RECORDS SHOWN
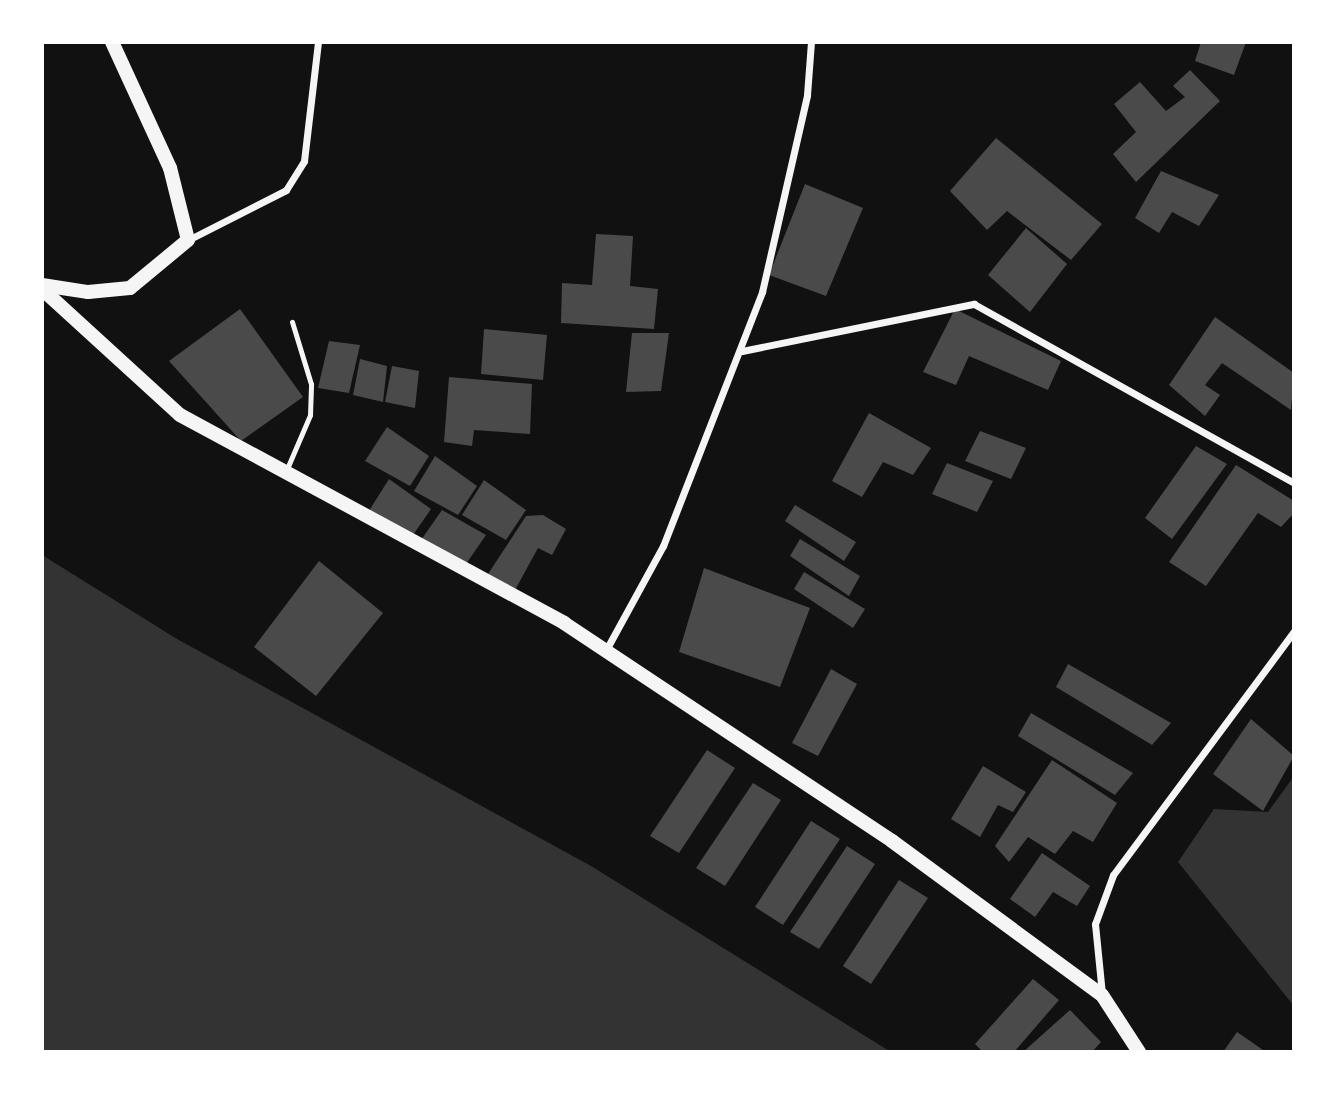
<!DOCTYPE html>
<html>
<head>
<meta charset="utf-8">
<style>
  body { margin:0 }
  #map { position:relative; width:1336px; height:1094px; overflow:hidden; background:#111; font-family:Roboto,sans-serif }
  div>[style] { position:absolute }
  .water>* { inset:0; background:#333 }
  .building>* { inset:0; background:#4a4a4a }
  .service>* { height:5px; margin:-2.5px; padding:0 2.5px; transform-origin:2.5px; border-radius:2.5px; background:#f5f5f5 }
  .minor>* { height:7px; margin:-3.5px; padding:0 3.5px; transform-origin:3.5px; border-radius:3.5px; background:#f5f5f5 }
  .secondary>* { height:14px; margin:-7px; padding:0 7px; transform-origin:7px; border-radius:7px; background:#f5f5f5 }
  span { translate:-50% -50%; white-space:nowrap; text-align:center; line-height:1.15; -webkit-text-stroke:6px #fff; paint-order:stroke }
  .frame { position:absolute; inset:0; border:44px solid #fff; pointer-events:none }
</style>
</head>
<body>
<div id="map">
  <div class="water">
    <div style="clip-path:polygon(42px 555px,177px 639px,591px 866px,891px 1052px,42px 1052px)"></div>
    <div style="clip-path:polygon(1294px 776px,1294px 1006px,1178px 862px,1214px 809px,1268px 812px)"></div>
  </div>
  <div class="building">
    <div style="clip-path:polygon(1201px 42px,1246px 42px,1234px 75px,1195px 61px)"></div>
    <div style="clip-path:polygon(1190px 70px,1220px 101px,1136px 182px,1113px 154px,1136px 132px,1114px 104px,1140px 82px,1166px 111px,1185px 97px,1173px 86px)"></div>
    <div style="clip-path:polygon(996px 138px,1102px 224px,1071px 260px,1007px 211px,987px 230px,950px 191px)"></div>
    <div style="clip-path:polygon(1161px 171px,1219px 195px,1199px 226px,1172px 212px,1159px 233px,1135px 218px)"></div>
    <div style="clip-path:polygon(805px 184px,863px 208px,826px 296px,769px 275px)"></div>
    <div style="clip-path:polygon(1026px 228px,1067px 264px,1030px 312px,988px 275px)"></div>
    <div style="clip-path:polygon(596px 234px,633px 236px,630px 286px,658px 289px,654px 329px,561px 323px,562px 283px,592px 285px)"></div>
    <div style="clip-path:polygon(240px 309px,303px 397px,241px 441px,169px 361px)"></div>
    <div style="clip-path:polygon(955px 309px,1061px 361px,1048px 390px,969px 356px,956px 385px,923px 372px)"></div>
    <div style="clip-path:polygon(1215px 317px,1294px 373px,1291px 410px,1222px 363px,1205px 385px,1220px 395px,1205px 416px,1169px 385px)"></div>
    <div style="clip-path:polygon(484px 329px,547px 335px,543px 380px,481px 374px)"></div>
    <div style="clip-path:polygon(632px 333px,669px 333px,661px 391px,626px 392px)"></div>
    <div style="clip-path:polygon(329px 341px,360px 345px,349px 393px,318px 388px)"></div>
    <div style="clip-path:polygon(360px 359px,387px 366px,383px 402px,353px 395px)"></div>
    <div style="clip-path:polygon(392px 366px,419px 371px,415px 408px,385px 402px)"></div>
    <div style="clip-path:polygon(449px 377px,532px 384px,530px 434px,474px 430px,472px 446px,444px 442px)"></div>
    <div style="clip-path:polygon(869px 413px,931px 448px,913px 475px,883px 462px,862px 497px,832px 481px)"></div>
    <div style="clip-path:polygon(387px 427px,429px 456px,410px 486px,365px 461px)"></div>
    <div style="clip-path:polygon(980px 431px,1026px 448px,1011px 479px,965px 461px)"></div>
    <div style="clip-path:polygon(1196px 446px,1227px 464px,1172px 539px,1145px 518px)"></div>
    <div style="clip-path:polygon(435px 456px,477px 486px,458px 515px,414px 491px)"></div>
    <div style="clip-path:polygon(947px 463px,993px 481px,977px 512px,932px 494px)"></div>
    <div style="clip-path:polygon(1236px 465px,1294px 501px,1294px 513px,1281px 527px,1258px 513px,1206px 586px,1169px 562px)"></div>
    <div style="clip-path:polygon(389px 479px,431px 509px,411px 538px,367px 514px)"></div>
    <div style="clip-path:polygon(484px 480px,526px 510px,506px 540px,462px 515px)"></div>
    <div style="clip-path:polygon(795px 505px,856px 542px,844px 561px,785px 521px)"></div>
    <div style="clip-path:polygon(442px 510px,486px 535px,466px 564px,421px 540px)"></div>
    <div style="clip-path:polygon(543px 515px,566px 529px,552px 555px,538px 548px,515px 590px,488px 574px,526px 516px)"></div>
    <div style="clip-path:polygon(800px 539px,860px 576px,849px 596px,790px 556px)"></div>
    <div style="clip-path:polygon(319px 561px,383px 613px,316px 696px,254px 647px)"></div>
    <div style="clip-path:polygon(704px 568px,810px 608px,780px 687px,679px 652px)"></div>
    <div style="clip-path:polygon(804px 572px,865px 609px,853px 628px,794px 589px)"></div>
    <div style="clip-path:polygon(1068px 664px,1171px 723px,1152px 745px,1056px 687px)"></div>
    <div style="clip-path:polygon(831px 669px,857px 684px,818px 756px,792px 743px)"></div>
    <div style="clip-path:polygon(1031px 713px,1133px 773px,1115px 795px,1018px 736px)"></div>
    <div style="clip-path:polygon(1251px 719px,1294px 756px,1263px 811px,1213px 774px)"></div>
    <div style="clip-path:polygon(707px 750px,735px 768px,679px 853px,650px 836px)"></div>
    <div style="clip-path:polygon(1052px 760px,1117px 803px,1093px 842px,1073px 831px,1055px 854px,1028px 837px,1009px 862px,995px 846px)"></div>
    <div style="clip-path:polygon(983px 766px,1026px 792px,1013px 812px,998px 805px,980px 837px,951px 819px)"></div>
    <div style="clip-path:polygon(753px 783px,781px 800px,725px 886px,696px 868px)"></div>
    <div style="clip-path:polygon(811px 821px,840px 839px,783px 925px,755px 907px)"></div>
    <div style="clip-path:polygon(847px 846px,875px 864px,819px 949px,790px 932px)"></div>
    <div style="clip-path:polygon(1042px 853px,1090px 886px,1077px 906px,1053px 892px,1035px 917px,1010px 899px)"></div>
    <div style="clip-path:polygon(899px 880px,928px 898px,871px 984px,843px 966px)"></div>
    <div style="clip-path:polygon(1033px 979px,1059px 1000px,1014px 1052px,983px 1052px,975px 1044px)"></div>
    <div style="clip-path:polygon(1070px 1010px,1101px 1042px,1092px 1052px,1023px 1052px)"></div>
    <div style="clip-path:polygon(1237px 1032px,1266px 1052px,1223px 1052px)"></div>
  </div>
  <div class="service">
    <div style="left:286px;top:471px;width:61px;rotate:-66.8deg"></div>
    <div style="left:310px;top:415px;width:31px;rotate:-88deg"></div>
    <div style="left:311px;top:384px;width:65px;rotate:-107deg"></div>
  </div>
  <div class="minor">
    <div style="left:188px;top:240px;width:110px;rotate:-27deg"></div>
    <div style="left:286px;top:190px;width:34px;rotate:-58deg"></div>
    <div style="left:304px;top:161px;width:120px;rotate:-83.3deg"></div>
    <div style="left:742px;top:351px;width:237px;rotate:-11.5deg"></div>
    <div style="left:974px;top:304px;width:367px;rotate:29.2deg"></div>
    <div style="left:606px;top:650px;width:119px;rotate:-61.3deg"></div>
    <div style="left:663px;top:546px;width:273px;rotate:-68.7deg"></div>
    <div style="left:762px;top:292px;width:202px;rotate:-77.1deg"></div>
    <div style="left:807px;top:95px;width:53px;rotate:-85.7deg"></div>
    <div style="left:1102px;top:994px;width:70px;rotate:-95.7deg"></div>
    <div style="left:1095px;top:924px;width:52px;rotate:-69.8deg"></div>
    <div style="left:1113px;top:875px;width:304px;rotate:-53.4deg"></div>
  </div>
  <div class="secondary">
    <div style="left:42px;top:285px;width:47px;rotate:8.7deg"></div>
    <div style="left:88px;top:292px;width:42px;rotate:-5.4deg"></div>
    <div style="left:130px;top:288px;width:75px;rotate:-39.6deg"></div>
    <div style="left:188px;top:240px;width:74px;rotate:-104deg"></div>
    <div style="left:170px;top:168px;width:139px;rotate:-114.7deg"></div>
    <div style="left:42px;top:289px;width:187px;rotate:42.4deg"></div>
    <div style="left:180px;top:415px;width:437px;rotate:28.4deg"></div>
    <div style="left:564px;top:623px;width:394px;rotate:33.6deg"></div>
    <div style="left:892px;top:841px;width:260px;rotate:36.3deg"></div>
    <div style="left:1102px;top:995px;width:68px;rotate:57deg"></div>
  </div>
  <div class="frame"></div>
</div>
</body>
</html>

WHAT TO WORK ON
Reproduce, exactly as they stand in the data above, the lines from the one that holds "position:relative; width:1336px; height:1094px;" to the one that holds "height:5px; margin:-2.5px; padding:0", inclusive.

COMPLETED EXERCISE
  #map { position:relative; width:1336px; height:1094px; overflow:hidden; background:#111; font-family:Roboto,sans-serif }
  div>[style] { position:absolute }
  .water>* { inset:0; background:#333 }
  .building>* { inset:0; background:#4a4a4a }
  .service>* { height:5px; margin:-2.5px; padding:0 2.5px; transform-origin:2.5px; border-radius:2.5px; background:#f5f5f5 }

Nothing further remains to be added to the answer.